Schmitt testified that he turned into the driveway “to try to sort out
what happened and to see if there was any damage to [his] car.”
Schmitt denied using the car as a weapon, denied intending to
intimidate Jahangard, and denied intentionally striking Jahangard.
Rather, Schmitt testified that he misjudged the turning radius of his
car, he lost his focus on Jahangard as he checked for traffic as he
turned, he turned his car to the right — away from Jahangard —
before the collision, and he slammed on his brakes.
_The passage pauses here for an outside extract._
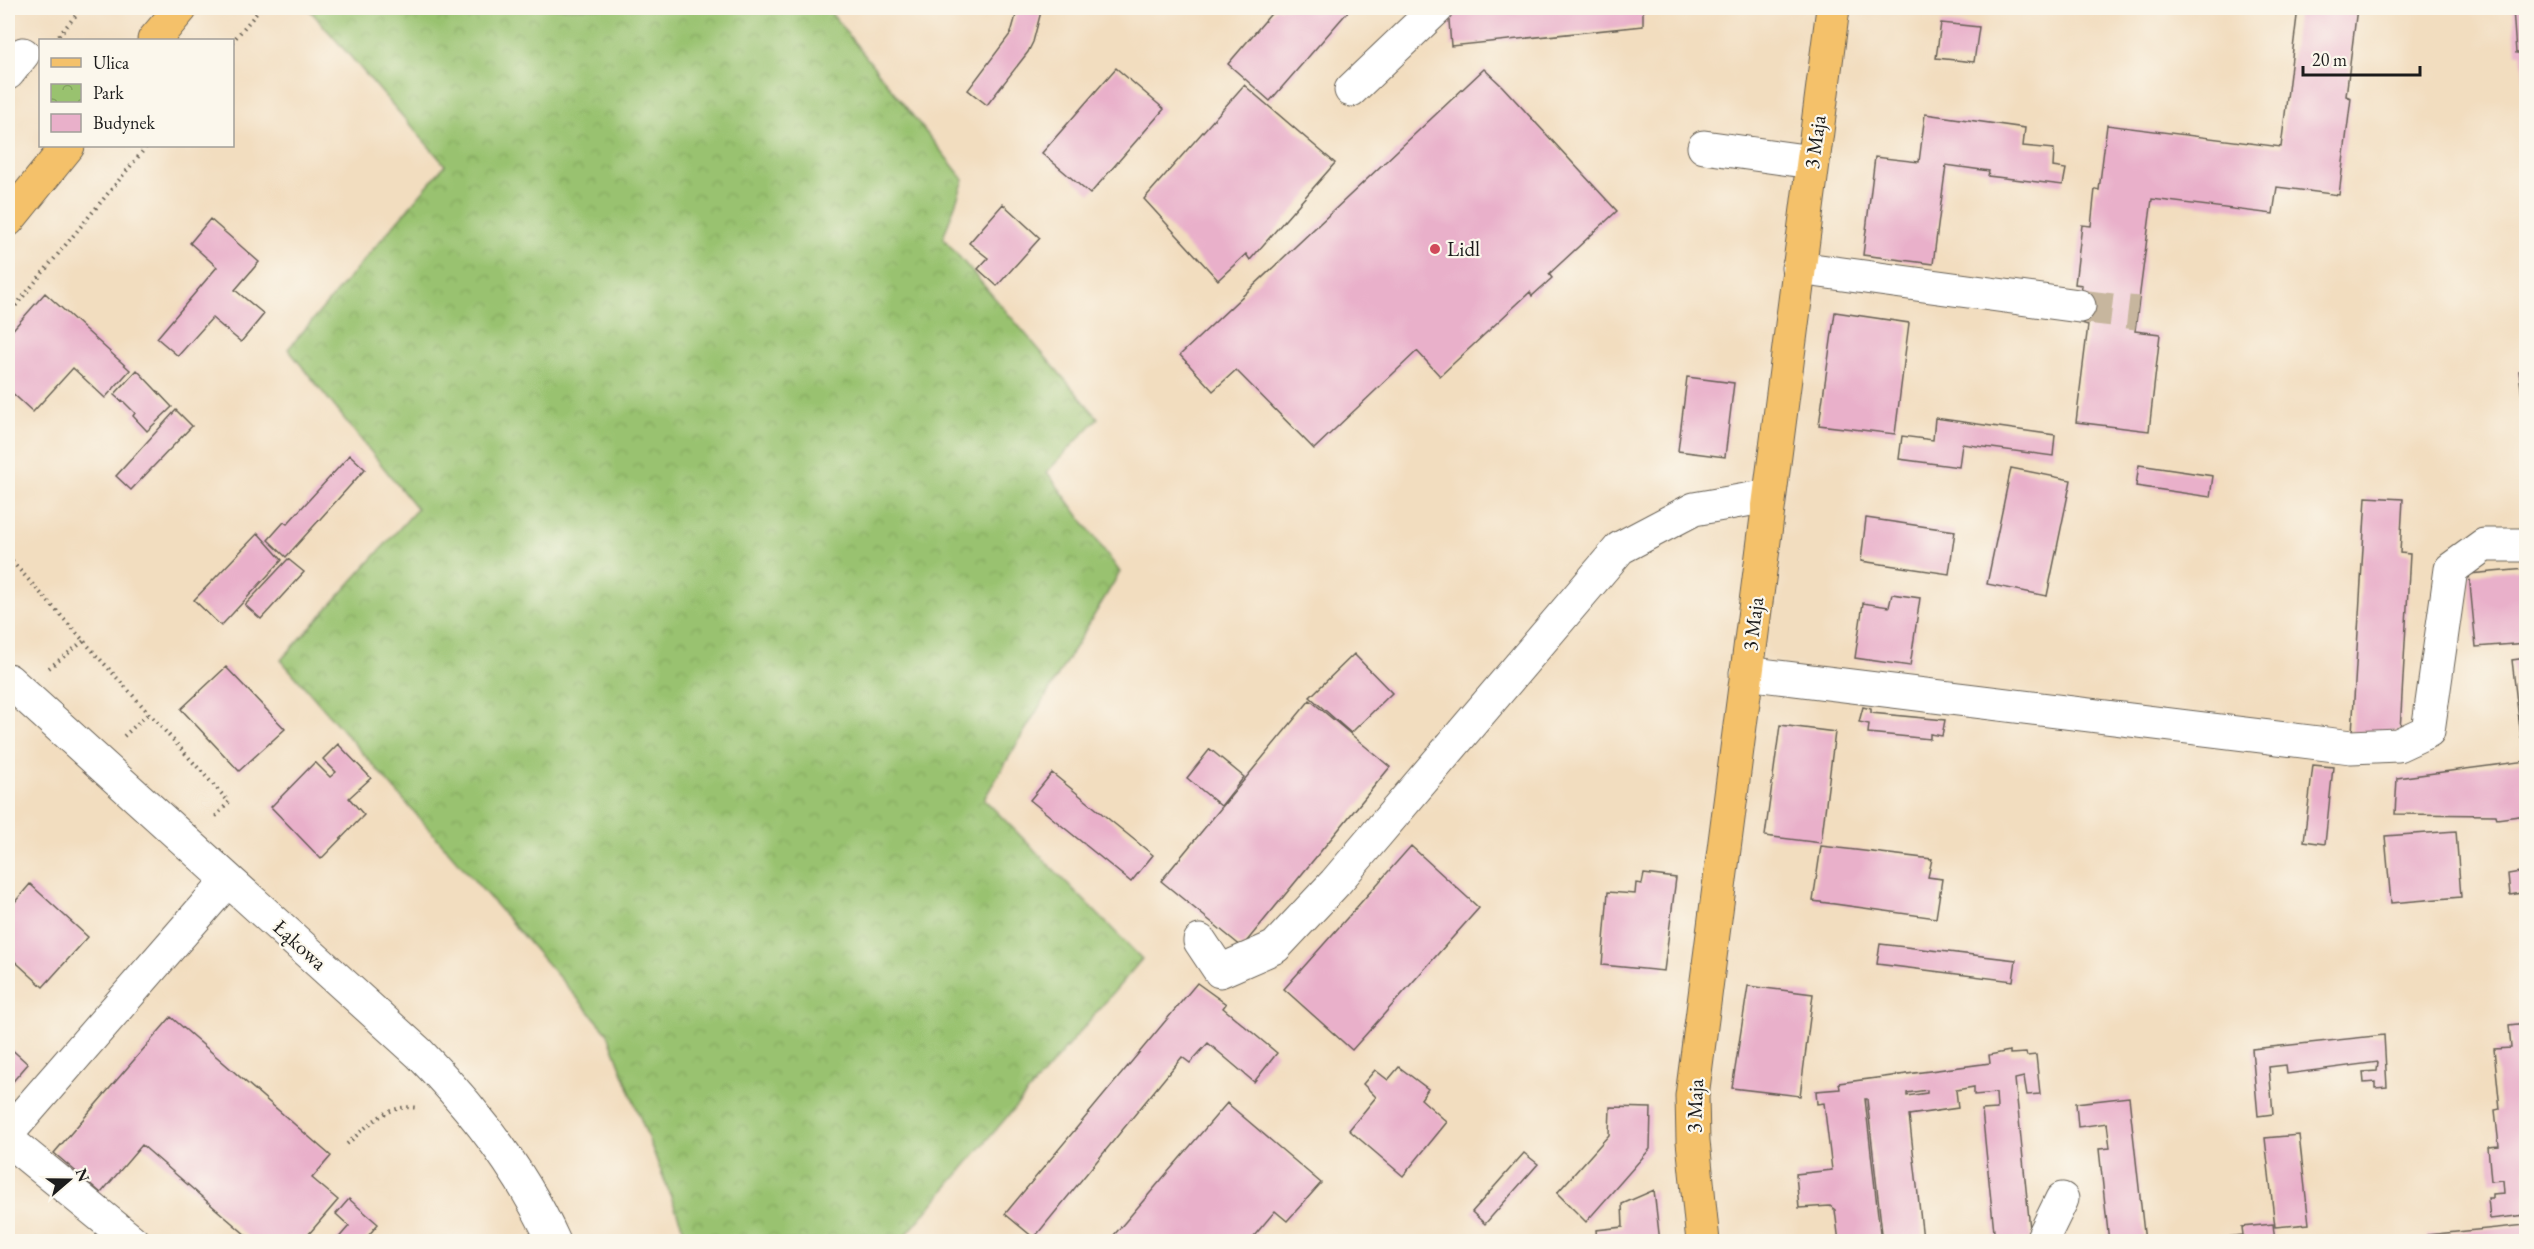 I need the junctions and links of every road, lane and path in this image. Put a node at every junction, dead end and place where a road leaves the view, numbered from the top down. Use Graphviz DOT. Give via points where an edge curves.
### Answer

Moreover,
Schmitt and his expert testified that his brake lights came on, went
17 off, and came back on before the collision; witnesses testified that
Schmitt rendered immediate aid; video footage corroborated that he
rendered immediate aid; both experts testified that Schmitt turned
his car to the right, away from Jahangard, before the collision; both
experts described that the front left corner of Schmitt’s car (rather
than the center of the car) hit Jahangard; and Schmitt’s expert
testified that a GBI investigative report revealed that there was no
automotive paint, plastic, or grease on Jahangard’s clothes.
Therefore, at least slight evidence supported that “there was
no criminal scheme or undertaking, intention, or criminal
negligence,” and the trial court erred in declining the accident
instruction. OCGA § 16-2-2.
(b) The trial court’s error was not harmless.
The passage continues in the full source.